Apple Mac Prototype Engineer Joins Vungle To Lead Engineering

One of the co-inventors of the original Apple Macintosh, Marc LeBrun, has joined the video ad company Vungle to lead its engineering team, which has more than doubled since January.

Si Crowhurst has also joined to head the company's new creative optimization group from London.

"It's a great opportunity to have an influence on mobile apps and high-performance video, and working with developers to co-create and invent the future," LeBrun said.

With a caveat on how quickly technology changes, LeBrun said he will work on building a structure to help developers of app frameworks work more closely with those who create ad content. He said don't think of an ad as a foreign object inserted in an app. It's part of the collaborative, co-creation process, and will support the work he will do for what the company calls Vungle Labs.

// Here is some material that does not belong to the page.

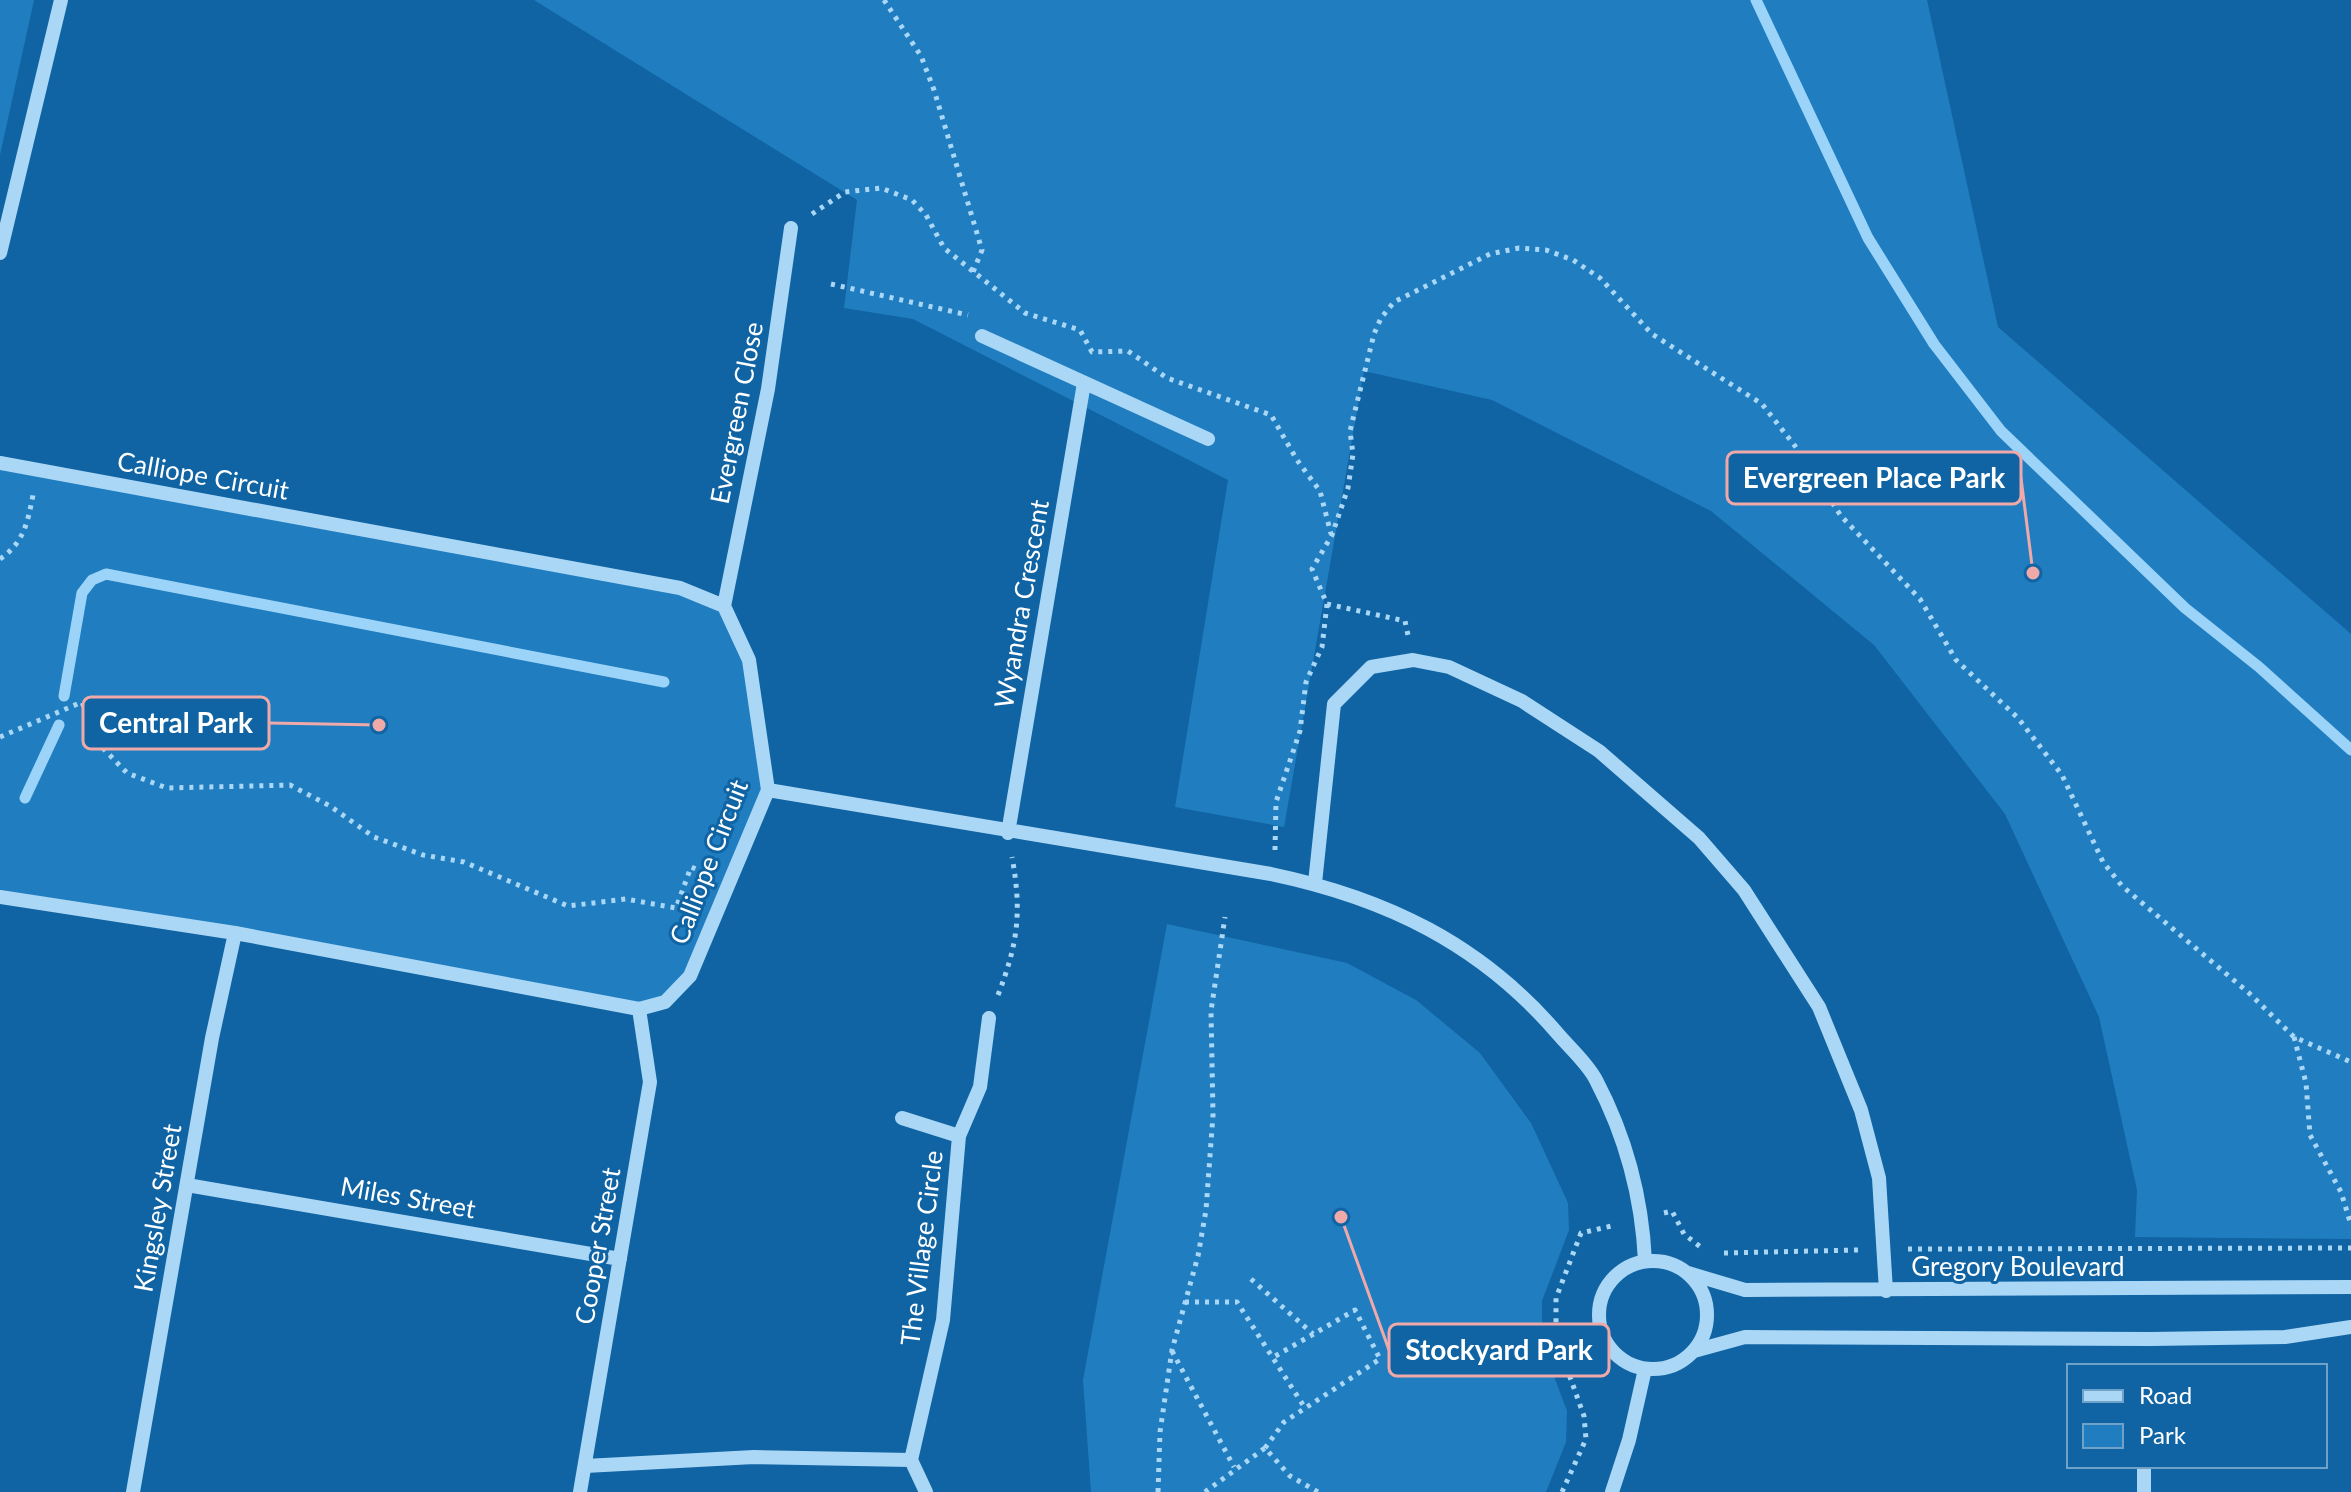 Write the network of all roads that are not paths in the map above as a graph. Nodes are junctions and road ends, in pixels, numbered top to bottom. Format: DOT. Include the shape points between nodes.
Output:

LeBrun's work had a major impact on the world by building a bridge across consumer technology.

"When I look back on the Mac, I don't want to spend time patting myself and the team on the back, but rather look at all the other things," he said. "We intended to make computers useful, but somehow there were a lot of missed opportunities. It was a great start, but how about all these other things."

One of those "other things" is the available resources, tradeoffs and decisions that might make things smaller and less functional or more expensive. The group had to adapt to hardware and software limitations -- a challenge that LeBrun will overcome at Vungle as he works to build out the company's video advertising products and services.

"There are more opportunities for computer systems to model the user, such as when you reach for something it's already placing it in your hand because it anticipates the need," LeBrun said.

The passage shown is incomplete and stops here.